Radiosynthesis and preclinical evaluation of [ 11 C]Cimbi‐701 – Towards the imaging of cerebral 5‐HT 7 receptors

The serotonin 7 (5‐HT 7 ) receptor is suggested to be involved in a broad variety of CNS disorders, but very few in vivo tools exist to study this important target. Molecular imaging with positron emission tomography (PET) would enable an in vivo characterization of the 5‐HT 7 receptor. However, no clinical PET radiotracer exists for this receptor, and thus we aimed to develop such a tracer. In this study, we present the preclinical evaluation of [ 11 C]Cimbi‐701. Cimbi‐701 was synthesized in a one‐step procedure starting from SB‐269970. Its selectivity profile was determined using an academic screening platform (NIMH Psychoactive Drug Screening Program). Successful radiolabeling of [ 11 C]Cimbi‐701 and subsequent in vivo evaluation was conducted in rats, pigs and baboon.

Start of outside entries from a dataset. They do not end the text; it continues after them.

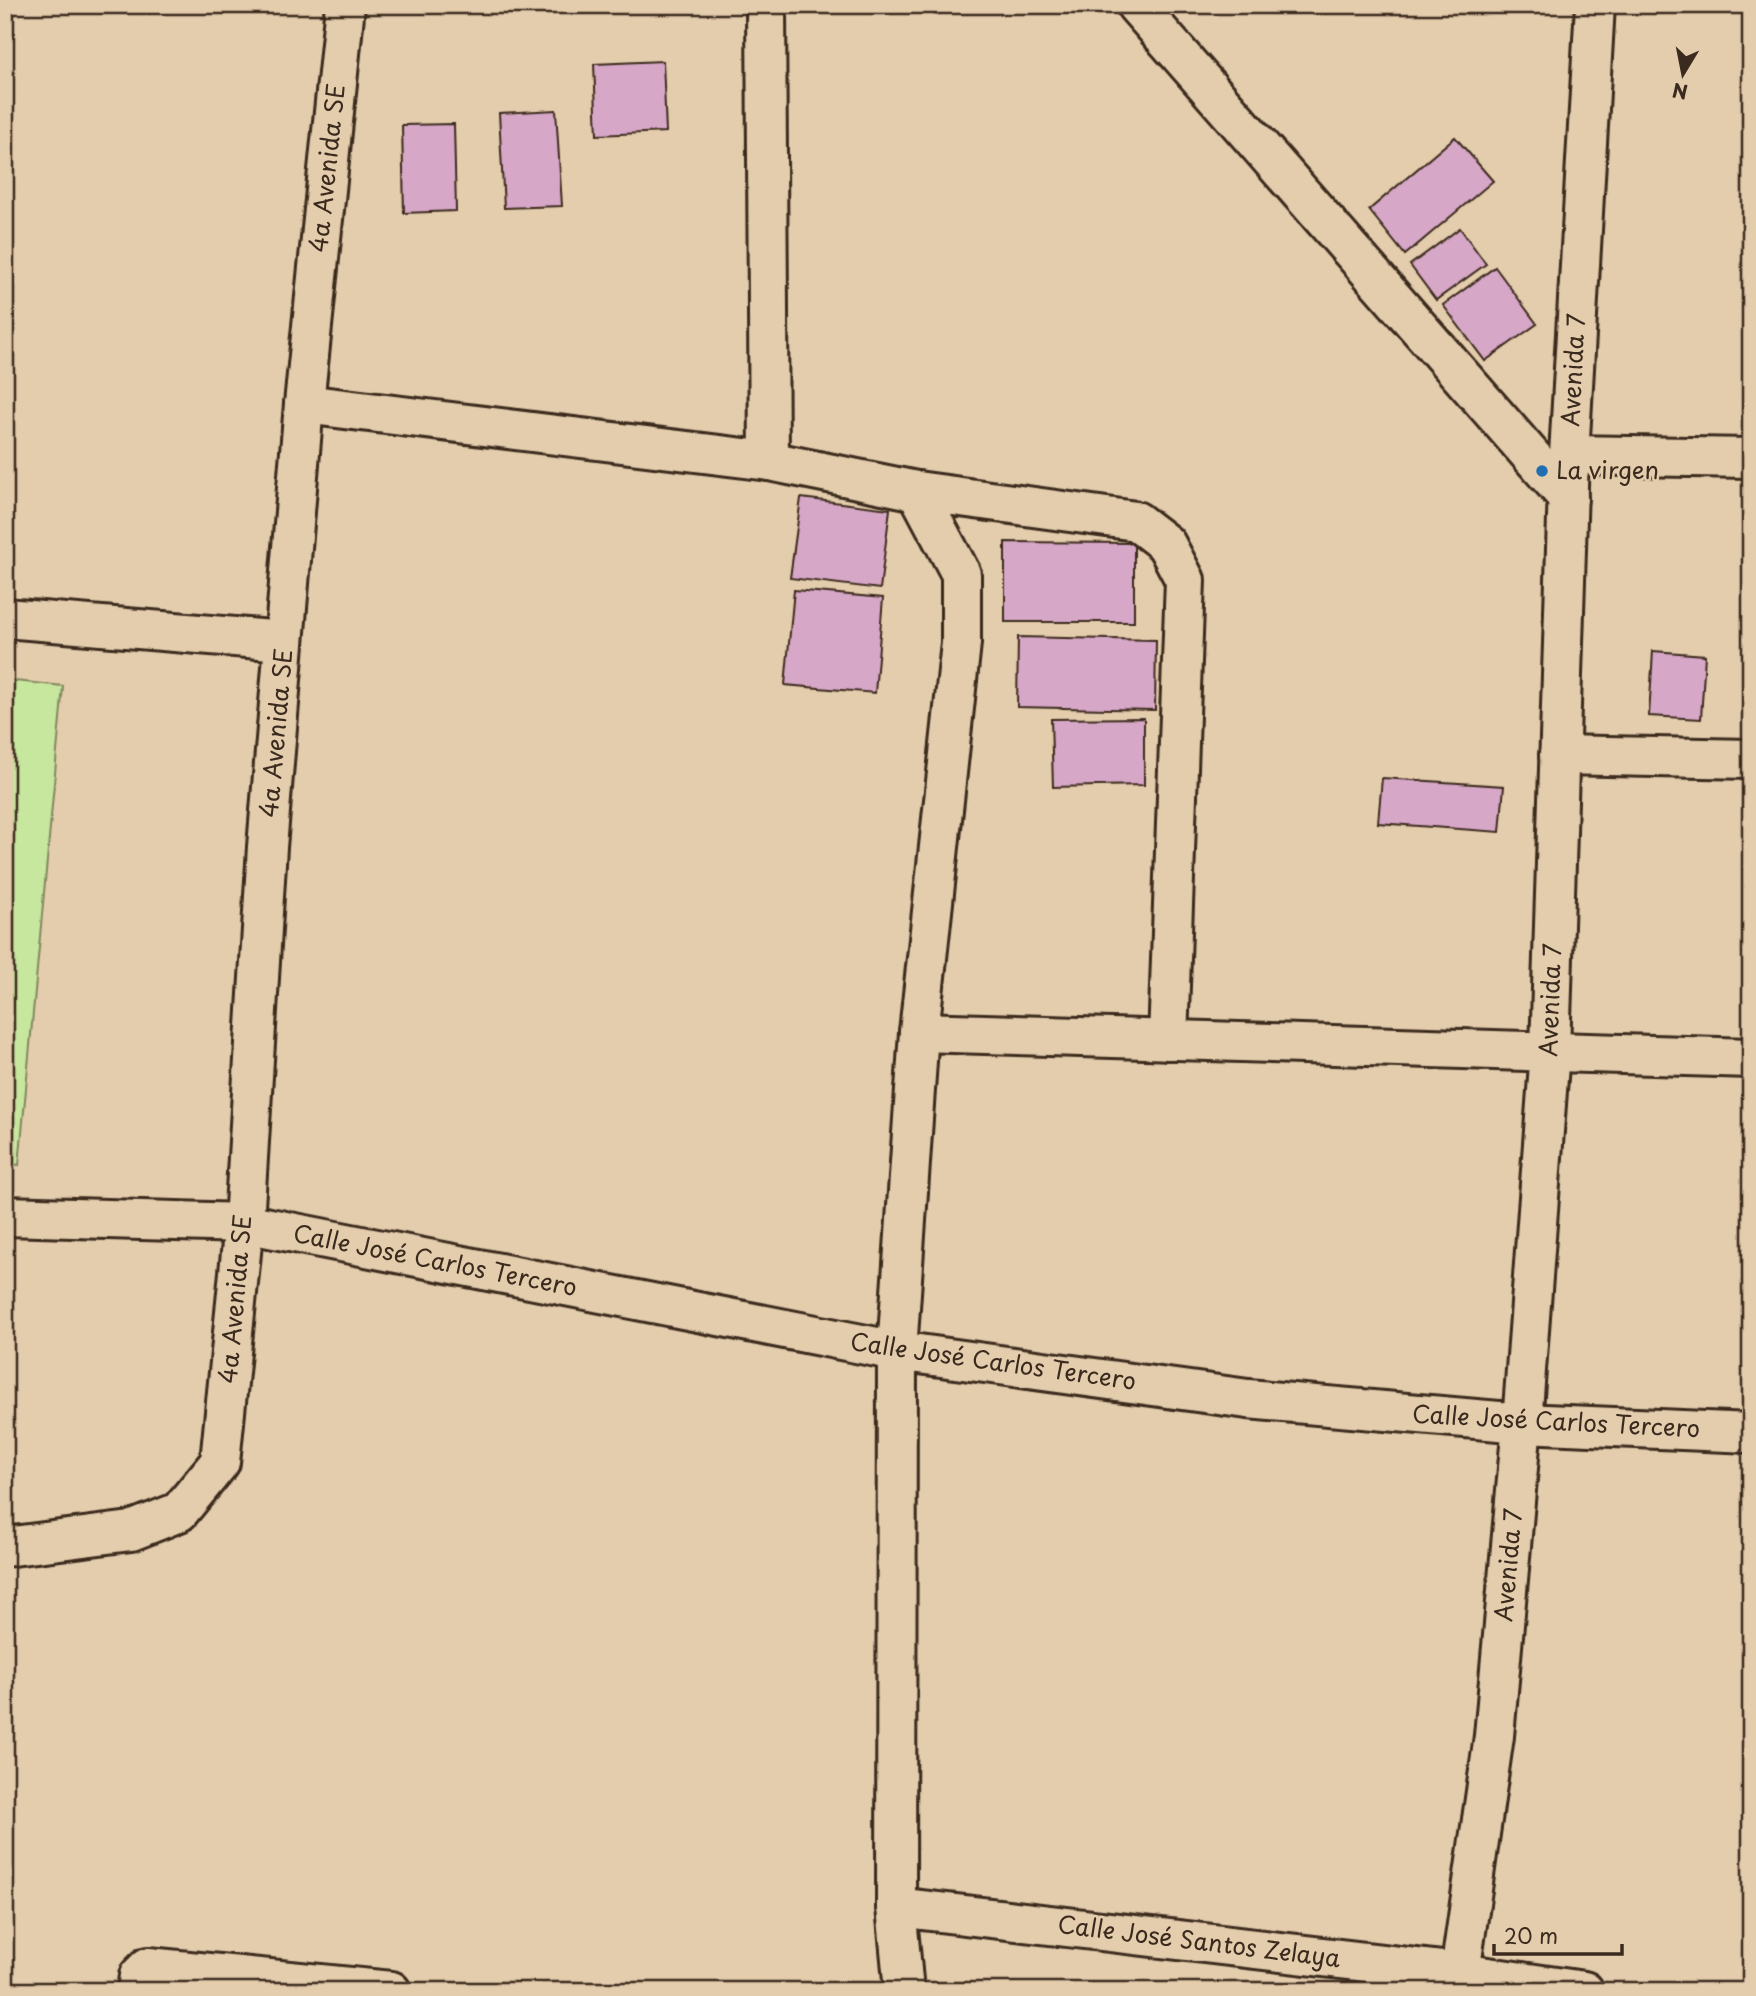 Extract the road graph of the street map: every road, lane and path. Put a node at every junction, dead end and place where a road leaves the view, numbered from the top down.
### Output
1 (345, 5) edge
2 (766, 5) edge
3 (1136, 5) edge
4 (1595, 5) edge
5 (304, 404) junction
6 (1569, 455) junction
7 (1751, 458) edge
8 (769, 461) junction
9 (917, 491) junction
10 (1568, 498) junction
11 (5, 618) edge
12 (284, 640) junction
13 (1559, 755) junction
14 (1751, 759) edge
15 (919, 1032) junction
16 (1168, 1040) junction
17 (1550, 1051) junction
18 (1751, 1058) edge
19 (5, 1216) edge
20 (244, 1223) junction
21 (897, 1351) junction
22 (1522, 1423) junction
23 (1751, 1433) edge
24 (5, 1547) edge
25 (896, 1907) junction
26 (1460, 1982) edge
27 (137, 1991) edge
28 (391, 1991) edge
29 (904, 1991) edge
30 (1584, 1991) edge

1 - 5 street, 4a Avenida SE
2 - 8 street
3 - 10 street
4 - 6 street, Avenida 7
5 - 8 street
5 - 12 street, 4a Avenida SE
6 - 7 street
6 - 10 street, Avenida 7
8 - 9 street
9 - 15 street
9 - 16 street
10 - 13 street, Avenida 7
11 - 12 street
12 - 20 street, 4a Avenida SE
13 - 14 street
13 - 17 street, Avenida 7
15 - 16 street
15 - 21 street
16 - 17 street
17 - 18 street
17 - 22 street, Avenida 7
19 - 20 street, Calle José Carlos Tercero
20 - 21 street, Calle José Carlos Tercero
20 - 24 street, 4a Avenida SE
21 - 22 street, Calle José Carlos Tercero
21 - 25 street
22 - 23 street, Calle José Carlos Tercero
22 - 26 street, Avenida 7
25 - 26 street, Calle José Santos Zelaya
25 - 29 street
26 - 30 street, Calle José Santos Zelaya
27 - 28 street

In vivo specificity was investigated by 5‐HT 7 and σ receptor blocking studies. P‐gp efflux transporter dependency was investigated using elacridar. [ 11 C]Cimbi‐701 could successfully be synthesized. Selectivity profiling revealed high affinity for the 5‐HT 7 (K i = 18 nM), σ‐1 (K i = 9.2 nM) and σ‐2 (K i = 1.6 nM) receptors. In rats, [ 11 C]Cimbi‐701 acted as a strong P‐gp substrate. After P‐gp inhibition, rat brain uptake could specifically be blocked by 5‐HT 7 and σ receptor ligands. In pig, high brain uptake and specific 5‐HT 7 and σ‐receptor binding was found for [ 11 C]Cimbi‐701 without P‐gp inhibition. Finally, low brain uptake was found in baboons. Both the specific σ‐receptor binding and the low brain uptake of [ 11 C]Cimbi‐701 displayed in baboon discouraged further translation to humans. Instead, we suggest exploration of this structural class as results indicate that selective 5‐HT 7 receptor imaging might be possible when more selective non‐P‐gp substrates are identified.